New York Times Pulitzer Prize-winning columnist David Leonhardt today properly calls “bull$hit” on the hot air being blown out of Washington and among political activists about the reasons behind the federal budget deficit and right ways to address it.
Eventually, the country will have to confront the deficit we have, rather than the deficit we imagine. The one we imagine is a deficit caused by waste, fraud, abuse, foreign aid, oil industry subsidies and vague out-of-control spending. The one we have is caused by the world’s highest health costs (by far), the world’s largest military (by far), a Social Security program built when most people died by 70 — and to pay for it all, the lowest tax rates in decades.
To put it in budgetary terms, the deficit we imagine comes largely from discretionary spending. The one we have comes partly from discretionary spending but mostly from everything else: tax rates, Medicare, Medicaid and Social Security.
The doctrinaire, devoid of a solid theoretical or historical foundation, abhorrence of any increase in taxes or reduction of any tax deduction or shelter by Republicans has to change. Clinton’s increase in taxes in the ’90s didn’t snuff out the economy. Bush II’s tax cuts didn’t fuel it.

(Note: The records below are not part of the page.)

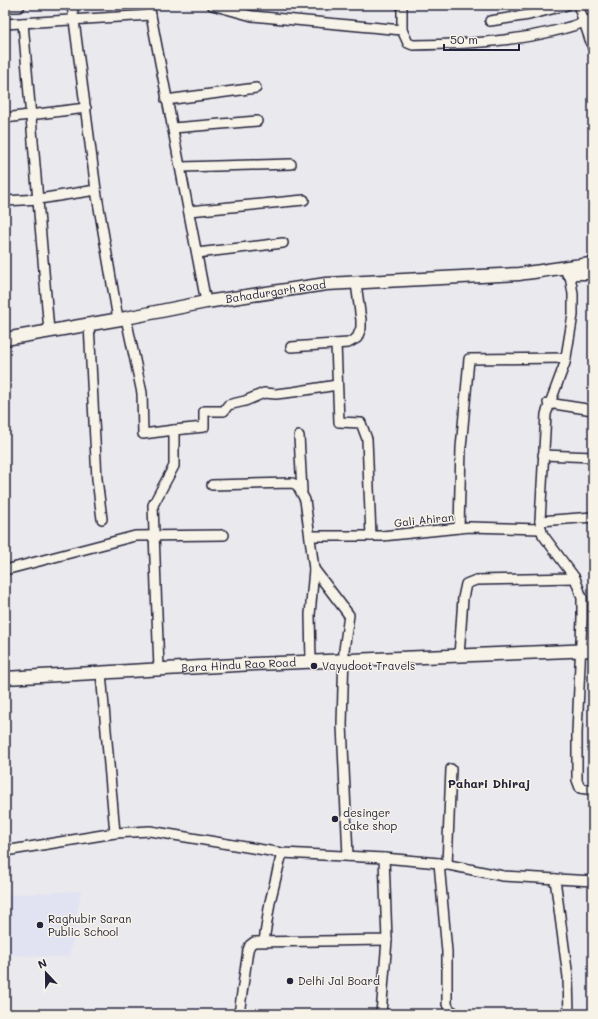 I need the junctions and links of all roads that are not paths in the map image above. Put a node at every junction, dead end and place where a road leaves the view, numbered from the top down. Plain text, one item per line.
1 (5, 5) edge
2 (18, 5) edge
3 (72, 5) edge
4 (150, 5) edge
5 (212, 5) edge
6 (402, 5) edge
7 (567, 5) edge
8 (578, 5) edge
9 (151, 15) junction
10 (593, 19) edge
11 (74, 20) junction
12 (490, 21) dead end
13 (23, 23) junction
14 (584, 23) junction
15 (5, 24) edge
16 (402, 30) junction
17 (593, 48) edge
18 (256, 88) dead end
19 (166, 100) junction
20 (86, 108) junction
21 (30, 116) junction
22 (5, 118) edge
23 (257, 122) dead end
24 (173, 128) junction
25 (291, 164) dead end
26 (181, 167) junction
27 (96, 190) junction
28 (39, 198) junction
29 (304, 200) dead end
30 (5, 201) edge
31 (189, 211) junction
32 (282, 243) dead end
33 (197, 253) junction
34 (593, 264) edge
35 (569, 270) junction
36 (593, 273) edge
37 (356, 283) junction
38 (206, 302) junction
39 (122, 319) junction
40 (89, 324) junction
41 (49, 331) junction
42 (5, 339) edge
43 (336, 344) junction
44 (291, 347) dead end
45 (566, 358) junction
46 (337, 384) junction
47 (548, 403) junction
48 (593, 410) edge
49 (174, 430) junction
50 (299, 436) dead end
51 (543, 455) junction
52 (593, 457) edge
53 (212, 485) dead end
54 (302, 491) junction
55 (593, 517) edge
56 (102, 519) dead end
57 (540, 525) junction
58 (459, 528) junction
59 (154, 535) junction
60 (224, 535) dead end
61 (310, 536) junction
62 (370, 536) junction
63 (314, 569) junction
64 (5, 570) edge
65 (575, 578) junction
66 (593, 650) edge
67 (581, 651) junction
68 (459, 656) junction
69 (344, 660) junction
70 (310, 662) junction
71 (159, 669) junction
72 (101, 673) junction
73 (5, 678) edge
74 (451, 769) dead end
75 (593, 790) edge
76 (115, 833) junction
77 (5, 851) edge
78 (282, 853) junction
79 (348, 856) junction
80 (384, 858) junction
81 (443, 864) junction
82 (555, 879) junction
83 (593, 881) edge
84 (387, 940) junction
85 (264, 941) junction
86 (240, 1014) edge
87 (381, 1014) edge
88 (457, 1014) edge
89 (569, 1014) edge

1 - 2 main road
3 - 11 street
4 - 9 street
5 - 16 street
6 - 16 street
7 - 12 street
8 - 14 street
9 - 11 street
9 - 19 street
10 - 14 street
11 - 13 street
11 - 20 street
13 - 15 street
13 - 21 street
14 - 16 street
14 - 17 street
18 - 19 street
19 - 24 street
20 - 21 street
20 - 27 street
21 - 22 street
21 - 28 street
23 - 24 street
24 - 26 street
25 - 26 street
26 - 31 street
27 - 28 street
27 - 39 street
28 - 30 street
28 - 41 street
29 - 31 street
31 - 33 street
32 - 33 street
33 - 38 street
34 - 35 street, Bahadurgarh Road
35 - 36 street, Bahadurgarh Road
35 - 37 street, Bahadurgarh Road
35 - 45 street
37 - 38 street, Bahadurgarh Road
37 - 43 street
38 - 39 street, Bahadurgarh Road
39 - 40 street, Bahadurgarh Road
39 - 49 street
40 - 41 street, Bahadurgarh Road
40 - 56 street
41 - 42 street, Bahadurgarh Road
43 - 44 street
43 - 46 street
45 - 47 street
45 - 58 street
46 - 49 street
46 - 62 street
47 - 48 street
47 - 51 street
49 - 59 street
50 - 54 street
51 - 52 street
51 - 57 street
53 - 54 street
54 - 61 street
55 - 57 street, Gali Ahiran
57 - 58 street, Gali Ahiran
57 - 65 street
58 - 62 street, Gali Ahiran
59 - 60 street
59 - 64 street
59 - 71 street
61 - 62 street, Gali Ahiran
61 - 63 street
63 - 69 street
63 - 70 street
65 - 67 street
65 - 68 street
66 - 67 street, Bara Hindu Rao Road
67 - 68 street, Bara Hindu Rao Road
67 - 75 street
68 - 69 street, Bara Hindu Rao Road
69 - 70 street, Bara Hindu Rao Road
69 - 79 street
70 - 71 street, Bara Hindu Rao Road
71 - 72 street, Bara Hindu Rao Road
72 - 73 street, Bara Hindu Rao Road
72 - 76 street
74 - 81 street
76 - 77 street
76 - 78 street
78 - 79 street
78 - 85 street
79 - 80 street
80 - 81 street
80 - 84 street
81 - 82 street
81 - 88 street
82 - 83 street
82 - 89 street
84 - 85 street
84 - 87 street
85 - 86 street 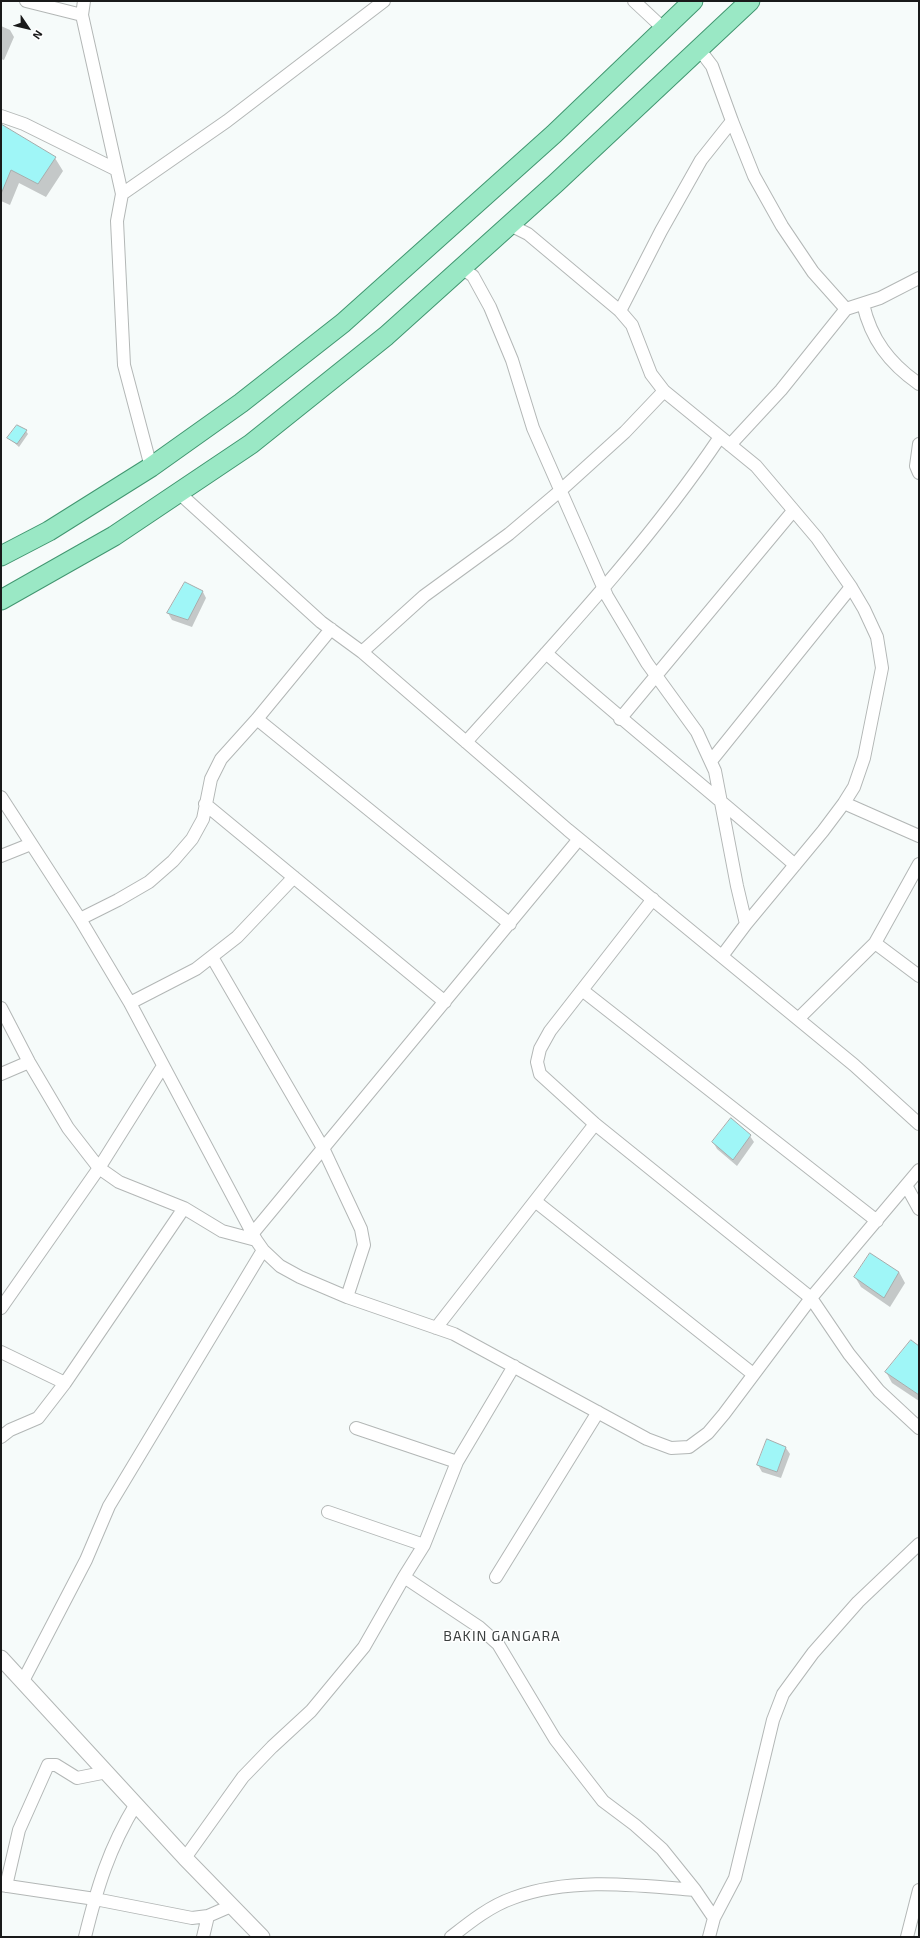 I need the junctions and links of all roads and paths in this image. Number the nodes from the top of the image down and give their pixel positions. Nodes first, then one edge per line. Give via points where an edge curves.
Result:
1 (26, 1) edge
2 (84, 1) edge
3 (384, 1) edge
4 (634, 1) edge
5 (693, 1) edge
6 (750, 1) edge
7 (82, 16) junction
8 (664, 29) junction
9 (699, 49) junction
10 (1, 116) edge
11 (732, 121) junction
12 (115, 169) junction
13 (122, 194) junction
14 (510, 225) junction
15 (462, 268) junction
16 (919, 278) edge
17 (863, 304) junction
18 (846, 309) junction
19 (620, 311) junction
20 (919, 384) edge
21 (664, 391) junction
22 (720, 437) junction
23 (919, 444) edge
24 (730, 445) junction
25 (151, 467) junction
26 (919, 473) edge
27 (561, 490) junction
28 (179, 493) junction
29 (793, 510) junction
30 (1, 556) edge
31 (851, 587) junction
32 (604, 588) junction
33 (1, 600) edge
34 (331, 630) junction
35 (362, 652) junction
36 (546, 653) junction
37 (656, 675) junction
38 (257, 719) junction
39 (620, 719) junction
40 (466, 742) junction
41 (711, 761) junction
42 (1, 797) edge
43 (721, 800) junction
44 (844, 803) junction
45 (205, 804) junction
46 (919, 836) edge
47 (579, 839) junction
48 (31, 844) junction
49 (1, 856) edge
50 (919, 864) edge
51 (795, 865) junction
52 (294, 877) junction
53 (653, 899) junction
54 (80, 918) junction
55 (510, 924) junction
56 (746, 924) junction
57 (875, 943) junction
58 (722, 956) junction
59 (212, 957) junction
60 (919, 976) edge
61 (582, 990) junction
62 (445, 1002) junction
63 (130, 1003) junction
64 (1, 1008) edge
65 (798, 1019) junction
66 (29, 1062) junction
67 (164, 1066) junction
68 (1, 1074) edge
69 (596, 1124) junction
70 (919, 1124) edge
71 (323, 1148) junction
72 (99, 1168) junction
73 (919, 1170) edge
74 (907, 1187) junction
75 (535, 1201) junction
76 (184, 1208) junction
77 (919, 1209) edge
78 (877, 1221) junction
79 (254, 1236) junction
80 (264, 1250) junction
81 (348, 1297) junction
82 (811, 1298) junction
83 (1, 1308) edge
84 (436, 1328) junction
85 (1, 1352) edge
86 (514, 1366) junction
87 (753, 1374) junction
88 (65, 1383) junction
89 (598, 1412) junction
90 (356, 1428) dead end
91 (919, 1428) edge
92 (1, 1438) edge
93 (457, 1462) junction
94 (328, 1512) dead end
95 (919, 1544) edge
96 (424, 1545) junction
97 (404, 1577) junction
98 (496, 1577) dead end
99 (1, 1658) edge
100 (23, 1681) junction
101 (107, 1772) junction
102 (136, 1804) junction
103 (185, 1858) junction
104 (3, 1886) edge
105 (695, 1890) junction
106 (919, 1890) edge
107 (94, 1899) junction
108 (231, 1906) junction
109 (208, 1916) junction
110 (714, 1918) junction
111 (85, 1937) edge
112 (203, 1937) edge
113 (262, 1937) edge
114 (451, 1937) edge
115 (709, 1937) edge
116 (907, 1937) edge

1 - 7 street
2 - 7 street
3 - 13 street via 227,121
4 - 8 street
5 - 8 main road
6 - 9 main road
7 - 12 street
8 - 25 main road via 554,134 343,323 241,403
9 - 11 street via 712,66
9 - 14 main road
10 - 12 street via 24,124
11 - 18 street via 754,176 782,226 813,272
11 - 19 street via 701,160
12 - 13 street
13 - 25 street via 117,221 124,365
14 - 15 main road
14 - 19 street via 528,234
15 - 27 street via 473,276 490,307 512,360 533,428
15 - 28 main road via 386,336 257,439
16 - 17 street
17 - 18 street
17 - 20 street via 867,323 881,348 898,368
18 - 24 street via 781,390
19 - 21 street via 632,325 651,374
21 - 22 street
21 - 27 street via 625,432
22 - 24 street
22 - 32 street via 690,481
23 - 26 street via 916,466
24 - 29 street via 756,466
25 - 30 main road via 49,532
27 - 32 street
27 - 35 street via 509,534 424,596
28 - 33 main road via 114,536
28 - 34 street
29 - 31 street via 817,538
29 - 37 street
31 - 41 street
31 - 44 street via 877,637 882,668 864,758 854,787
32 - 36 street
32 - 37 street
34 - 35 street
34 - 38 street
35 - 40 street
36 - 39 street
36 - 40 street
37 - 39 street
37 - 41 street via 698,732
38 - 45 street via 221,759 211,779
38 - 55 street
39 - 43 street
40 - 47 street
41 - 43 street
42 - 48 street
43 - 51 street
43 - 56 street
44 - 46 street
44 - 51 street
45 - 52 street
45 - 54 street via 203,819 192,839 173,861 149,882
47 - 53 street
47 - 55 street
48 - 49 street
48 - 54 street
50 - 57 street
51 - 56 street
52 - 59 street via 237,937
52 - 62 street
53 - 58 street
53 - 61 street
54 - 63 street
55 - 62 street
56 - 58 street
57 - 60 street
57 - 65 street
58 - 65 street
59 - 63 street via 196,969
59 - 71 street
61 - 69 street via 550,1031 537,1062 540,1074
61 - 78 street
62 - 71 street
63 - 67 street
64 - 66 street
65 - 70 street
66 - 68 street
66 - 72 street via 68,1128
67 - 72 street
67 - 79 street
69 - 75 street
69 - 82 street
71 - 79 street
71 - 81 street via 361,1229 364,1245
72 - 76 street via 119,1182
72 - 83 street
73 - 74 street
74 - 77 street
74 - 78 street
75 - 84 street
75 - 87 street
76 - 79 street via 222,1231
76 - 88 street
78 - 82 street
79 - 80 street
80 - 81 street via 280,1266
80 - 100 street via 110,1506 86,1560
81 - 84 street
82 - 87 street
82 - 91 street via 849,1354 879,1391
84 - 86 street via 454,1334
85 - 88 street
86 - 89 street
86 - 93 street
87 - 89 street via 724,1414 690,1447 672,1448 647,1439
88 - 92 street via 38,1418 10,1430
89 - 98 street
90 - 93 street
93 - 96 street
94 - 96 street
95 - 110 street via 858,1602 813,1653 783,1694 773,1720 735,1878
96 - 97 street
97 - 103 street via 364,1647 342,1676 311,1711 243,1777
97 - 105 street via 479,1627 498,1644 555,1739 602,1801 662,1849
99 - 100 street
100 - 101 street
101 - 102 street
101 - 104 street via 77,1778 56,1765 48,1765 19,1830
102 - 103 street
102 - 107 street via 110,1852
103 - 108 street
104 - 107 street
105 - 110 street
105 - 114 street via 597,1884 553,1888 512,1898 477,1916
106 - 116 street
107 - 109 street via 192,1918
107 - 111 street
108 - 109 street
108 - 113 street
109 - 112 street
110 - 115 street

While I don’t think that Simpson-Bowles is perfect or nearly enough, it’s a start. Leaders (as opposed to merely elected officials or politicians–there’s a difference) need to step forward and make this happen.
And don’t get me started on how insane it is to not have approved an increase in the federal debt ceiling. Play with fire and get burned. Making a mistake on that topic and we will be paying the price for generations.